Copy out each line below containing "node".

### Exercise materials
[Start of Attachment]

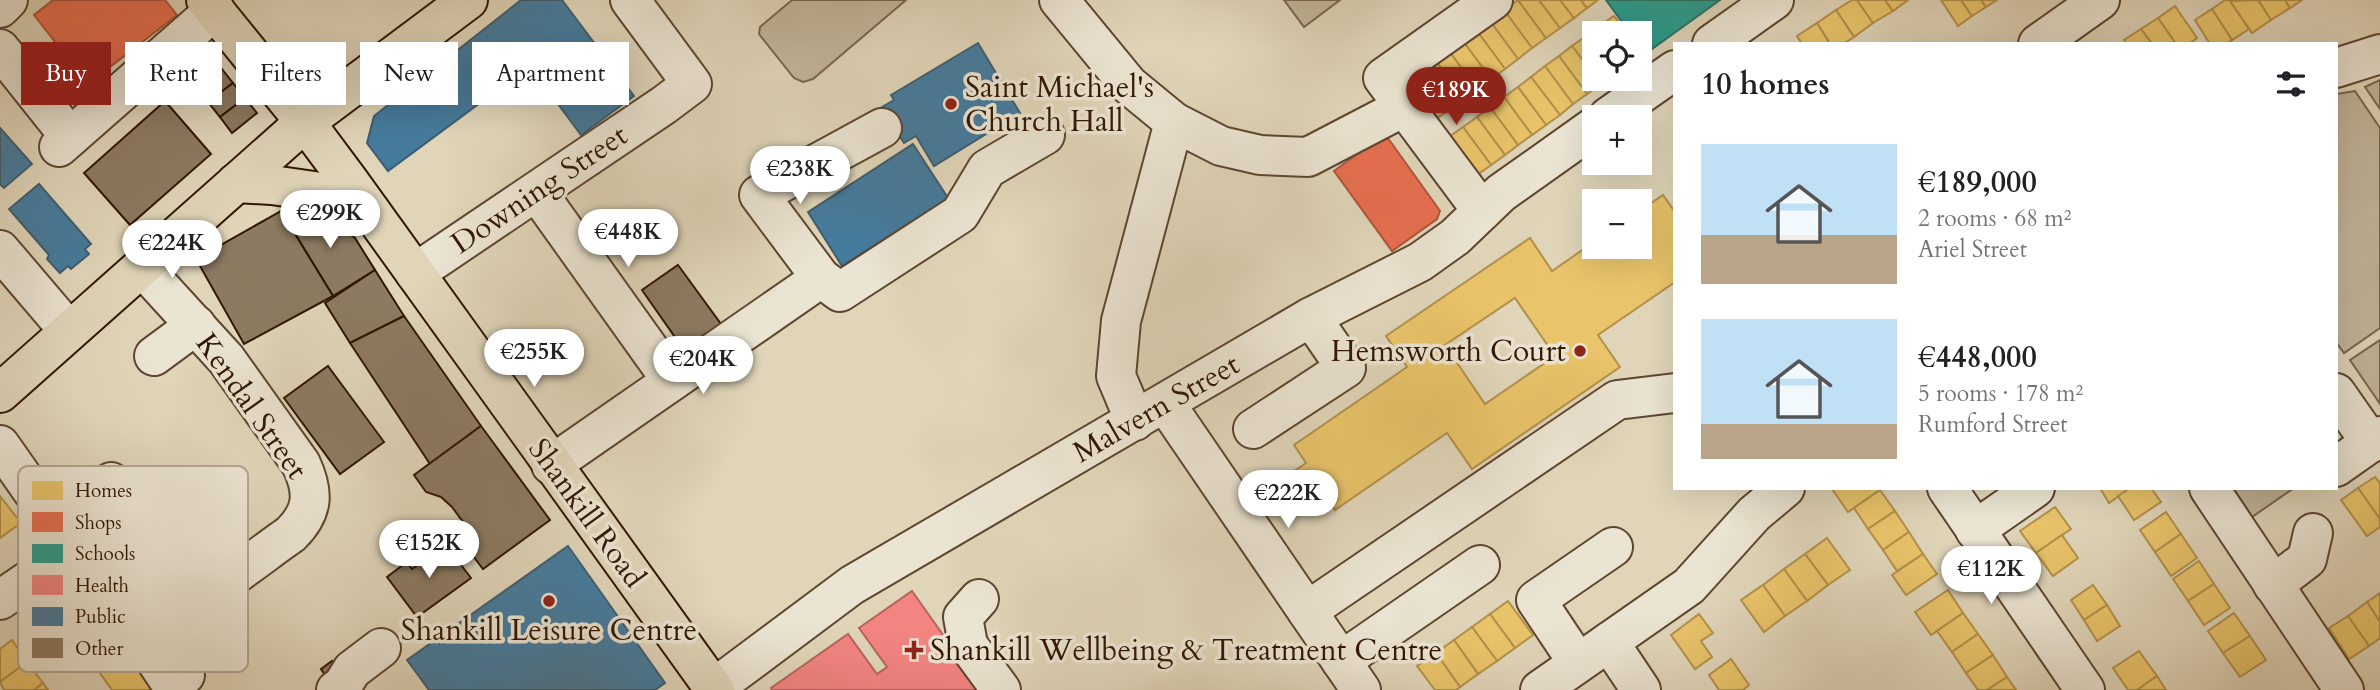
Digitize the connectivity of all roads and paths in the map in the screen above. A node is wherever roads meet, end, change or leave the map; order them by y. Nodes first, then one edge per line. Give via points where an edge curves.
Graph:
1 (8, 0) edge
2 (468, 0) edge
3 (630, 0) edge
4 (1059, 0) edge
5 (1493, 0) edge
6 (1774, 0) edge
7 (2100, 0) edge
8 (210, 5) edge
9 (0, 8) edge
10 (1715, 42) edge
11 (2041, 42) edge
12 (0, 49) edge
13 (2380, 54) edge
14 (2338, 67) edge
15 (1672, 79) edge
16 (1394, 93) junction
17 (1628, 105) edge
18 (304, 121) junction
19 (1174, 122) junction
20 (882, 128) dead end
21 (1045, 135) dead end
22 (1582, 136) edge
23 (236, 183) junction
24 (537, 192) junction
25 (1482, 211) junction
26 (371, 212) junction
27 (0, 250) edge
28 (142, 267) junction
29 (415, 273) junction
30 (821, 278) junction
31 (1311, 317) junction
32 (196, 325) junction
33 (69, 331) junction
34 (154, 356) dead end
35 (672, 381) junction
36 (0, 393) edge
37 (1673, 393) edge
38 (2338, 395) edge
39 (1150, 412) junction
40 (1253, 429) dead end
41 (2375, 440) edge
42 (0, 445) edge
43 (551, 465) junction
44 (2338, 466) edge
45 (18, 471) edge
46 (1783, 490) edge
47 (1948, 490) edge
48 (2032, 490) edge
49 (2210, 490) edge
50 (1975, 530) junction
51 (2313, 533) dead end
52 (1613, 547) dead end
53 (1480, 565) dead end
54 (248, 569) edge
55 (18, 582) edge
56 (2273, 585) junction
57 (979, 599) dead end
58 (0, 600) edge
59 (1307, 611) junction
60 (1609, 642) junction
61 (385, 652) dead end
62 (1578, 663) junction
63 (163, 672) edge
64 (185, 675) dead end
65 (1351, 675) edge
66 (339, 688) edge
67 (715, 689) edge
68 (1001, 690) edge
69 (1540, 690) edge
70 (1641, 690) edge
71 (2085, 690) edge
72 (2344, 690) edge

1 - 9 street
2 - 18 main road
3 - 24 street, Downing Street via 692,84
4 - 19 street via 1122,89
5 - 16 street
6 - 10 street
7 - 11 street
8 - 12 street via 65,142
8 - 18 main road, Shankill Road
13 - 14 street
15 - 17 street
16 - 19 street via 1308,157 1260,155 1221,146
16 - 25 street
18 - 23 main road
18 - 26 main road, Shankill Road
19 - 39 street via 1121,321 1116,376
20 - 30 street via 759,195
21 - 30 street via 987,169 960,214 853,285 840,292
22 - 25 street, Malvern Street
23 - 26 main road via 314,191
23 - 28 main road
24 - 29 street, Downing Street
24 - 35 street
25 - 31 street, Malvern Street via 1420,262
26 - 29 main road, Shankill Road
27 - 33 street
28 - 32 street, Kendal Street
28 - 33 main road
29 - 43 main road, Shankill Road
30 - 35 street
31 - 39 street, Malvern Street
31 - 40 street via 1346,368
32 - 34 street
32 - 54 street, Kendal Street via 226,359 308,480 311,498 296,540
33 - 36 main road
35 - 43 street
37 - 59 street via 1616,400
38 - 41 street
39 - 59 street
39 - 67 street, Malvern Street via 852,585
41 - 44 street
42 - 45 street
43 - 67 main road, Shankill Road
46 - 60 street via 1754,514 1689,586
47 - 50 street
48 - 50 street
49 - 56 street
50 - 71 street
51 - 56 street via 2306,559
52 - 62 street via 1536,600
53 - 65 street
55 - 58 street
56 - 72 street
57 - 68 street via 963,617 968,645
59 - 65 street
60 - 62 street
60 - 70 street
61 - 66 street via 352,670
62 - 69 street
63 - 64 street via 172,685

[End of Attachment]
[Start of Attachment]

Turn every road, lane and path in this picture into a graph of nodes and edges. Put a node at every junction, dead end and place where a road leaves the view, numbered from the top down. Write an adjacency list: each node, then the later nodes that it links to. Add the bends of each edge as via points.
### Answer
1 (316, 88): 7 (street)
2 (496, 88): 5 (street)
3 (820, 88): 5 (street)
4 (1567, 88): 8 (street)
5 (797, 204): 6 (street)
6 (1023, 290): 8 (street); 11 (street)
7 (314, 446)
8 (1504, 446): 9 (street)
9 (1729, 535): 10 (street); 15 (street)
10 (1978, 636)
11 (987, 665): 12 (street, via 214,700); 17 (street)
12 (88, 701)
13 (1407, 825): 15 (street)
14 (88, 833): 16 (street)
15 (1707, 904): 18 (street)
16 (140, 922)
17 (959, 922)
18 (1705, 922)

[End of Attachment]
[Start of Attachment]

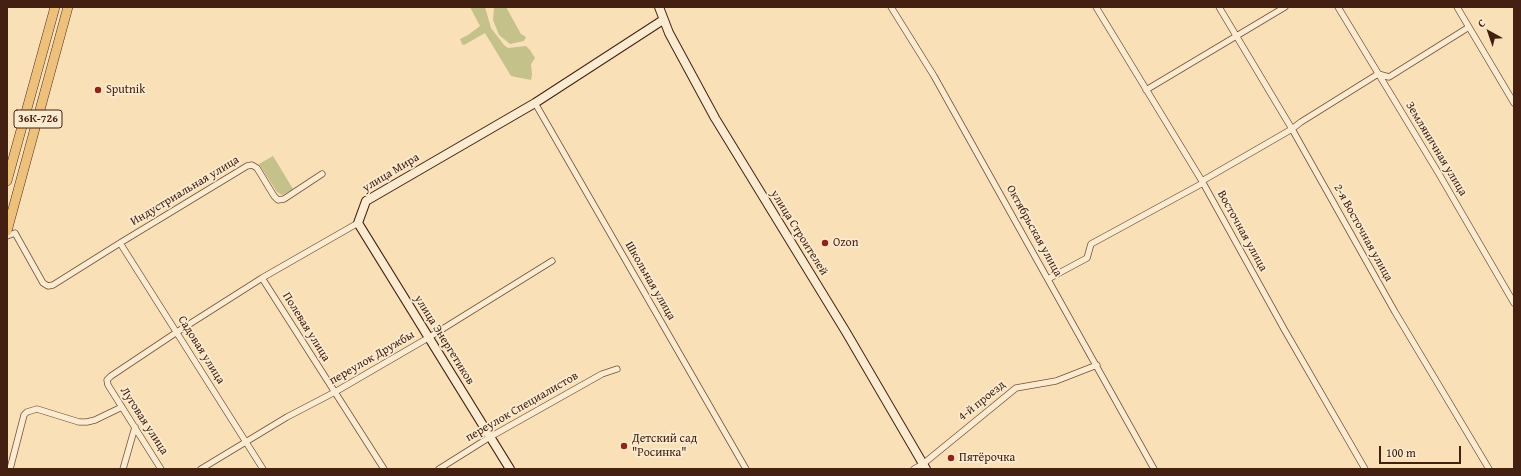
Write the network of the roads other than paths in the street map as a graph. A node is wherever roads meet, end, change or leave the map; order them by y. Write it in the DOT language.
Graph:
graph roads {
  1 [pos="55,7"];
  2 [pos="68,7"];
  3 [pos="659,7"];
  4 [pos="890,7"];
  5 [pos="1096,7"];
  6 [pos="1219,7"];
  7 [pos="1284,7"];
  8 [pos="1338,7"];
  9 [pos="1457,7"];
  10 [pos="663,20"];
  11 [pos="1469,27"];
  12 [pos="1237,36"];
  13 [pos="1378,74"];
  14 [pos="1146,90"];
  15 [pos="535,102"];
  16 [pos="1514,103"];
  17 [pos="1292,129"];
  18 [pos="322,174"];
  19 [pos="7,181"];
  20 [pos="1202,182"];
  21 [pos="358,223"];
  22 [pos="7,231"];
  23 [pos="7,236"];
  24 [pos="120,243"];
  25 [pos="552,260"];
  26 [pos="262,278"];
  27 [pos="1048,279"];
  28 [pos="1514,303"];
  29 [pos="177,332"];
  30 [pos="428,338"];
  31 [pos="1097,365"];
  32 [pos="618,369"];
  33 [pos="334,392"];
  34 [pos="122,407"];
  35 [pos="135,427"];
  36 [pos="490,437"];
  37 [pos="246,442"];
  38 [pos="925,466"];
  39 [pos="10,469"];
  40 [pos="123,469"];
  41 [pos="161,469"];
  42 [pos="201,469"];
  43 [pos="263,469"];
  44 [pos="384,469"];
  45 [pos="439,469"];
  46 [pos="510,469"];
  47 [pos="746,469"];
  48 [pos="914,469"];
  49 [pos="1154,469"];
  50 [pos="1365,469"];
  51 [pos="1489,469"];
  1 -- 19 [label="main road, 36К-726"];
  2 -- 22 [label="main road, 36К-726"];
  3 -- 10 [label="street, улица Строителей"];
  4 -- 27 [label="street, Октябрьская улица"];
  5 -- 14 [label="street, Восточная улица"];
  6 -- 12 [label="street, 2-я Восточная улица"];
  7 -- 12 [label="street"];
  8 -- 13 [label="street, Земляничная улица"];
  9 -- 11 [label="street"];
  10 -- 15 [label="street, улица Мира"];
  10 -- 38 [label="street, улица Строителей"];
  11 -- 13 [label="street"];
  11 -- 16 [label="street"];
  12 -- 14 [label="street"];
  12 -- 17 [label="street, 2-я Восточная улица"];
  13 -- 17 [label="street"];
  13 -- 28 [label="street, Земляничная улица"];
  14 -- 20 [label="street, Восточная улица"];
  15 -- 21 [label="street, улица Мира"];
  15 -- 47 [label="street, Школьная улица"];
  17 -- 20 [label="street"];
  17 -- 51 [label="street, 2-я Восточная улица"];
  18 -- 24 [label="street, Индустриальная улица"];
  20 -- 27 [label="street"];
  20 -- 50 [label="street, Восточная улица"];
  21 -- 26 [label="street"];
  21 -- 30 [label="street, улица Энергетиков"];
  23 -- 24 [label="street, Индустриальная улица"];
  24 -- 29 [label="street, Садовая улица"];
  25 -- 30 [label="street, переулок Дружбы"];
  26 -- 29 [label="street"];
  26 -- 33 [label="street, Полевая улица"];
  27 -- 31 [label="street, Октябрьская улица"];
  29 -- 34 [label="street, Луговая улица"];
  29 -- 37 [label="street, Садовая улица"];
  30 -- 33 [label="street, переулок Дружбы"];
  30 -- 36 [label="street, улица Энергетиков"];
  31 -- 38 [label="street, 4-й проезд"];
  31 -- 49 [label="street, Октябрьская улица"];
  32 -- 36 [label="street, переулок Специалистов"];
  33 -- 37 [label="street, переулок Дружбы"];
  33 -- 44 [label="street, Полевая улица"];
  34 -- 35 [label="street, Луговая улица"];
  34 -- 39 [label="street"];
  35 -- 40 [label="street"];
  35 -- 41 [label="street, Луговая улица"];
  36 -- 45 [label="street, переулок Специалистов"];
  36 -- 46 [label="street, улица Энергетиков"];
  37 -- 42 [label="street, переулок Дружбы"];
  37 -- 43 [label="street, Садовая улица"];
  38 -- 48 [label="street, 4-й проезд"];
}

[End of Attachment]

### Reply
Digitize the connectivity of all roads and paths in the map in the screen above. A node is wherever roads meet, end, change or leave the map; order them by y. Nodes first, then one edge per line. Give via points where an edge curves.
Turn every road, lane and path in this picture into a graph of nodes and edges. Put a node at every junction, dead end and place where a road leaves the view, numbered from the top down. Write an adjacency list: each node, then the later nodes that it links to. Add the bends of each edge as via points.
Write the network of the roads other than paths in the street map as a graph. A node is wherever roads meet, end, change or leave the map; order them by y. Write it in the DOT language.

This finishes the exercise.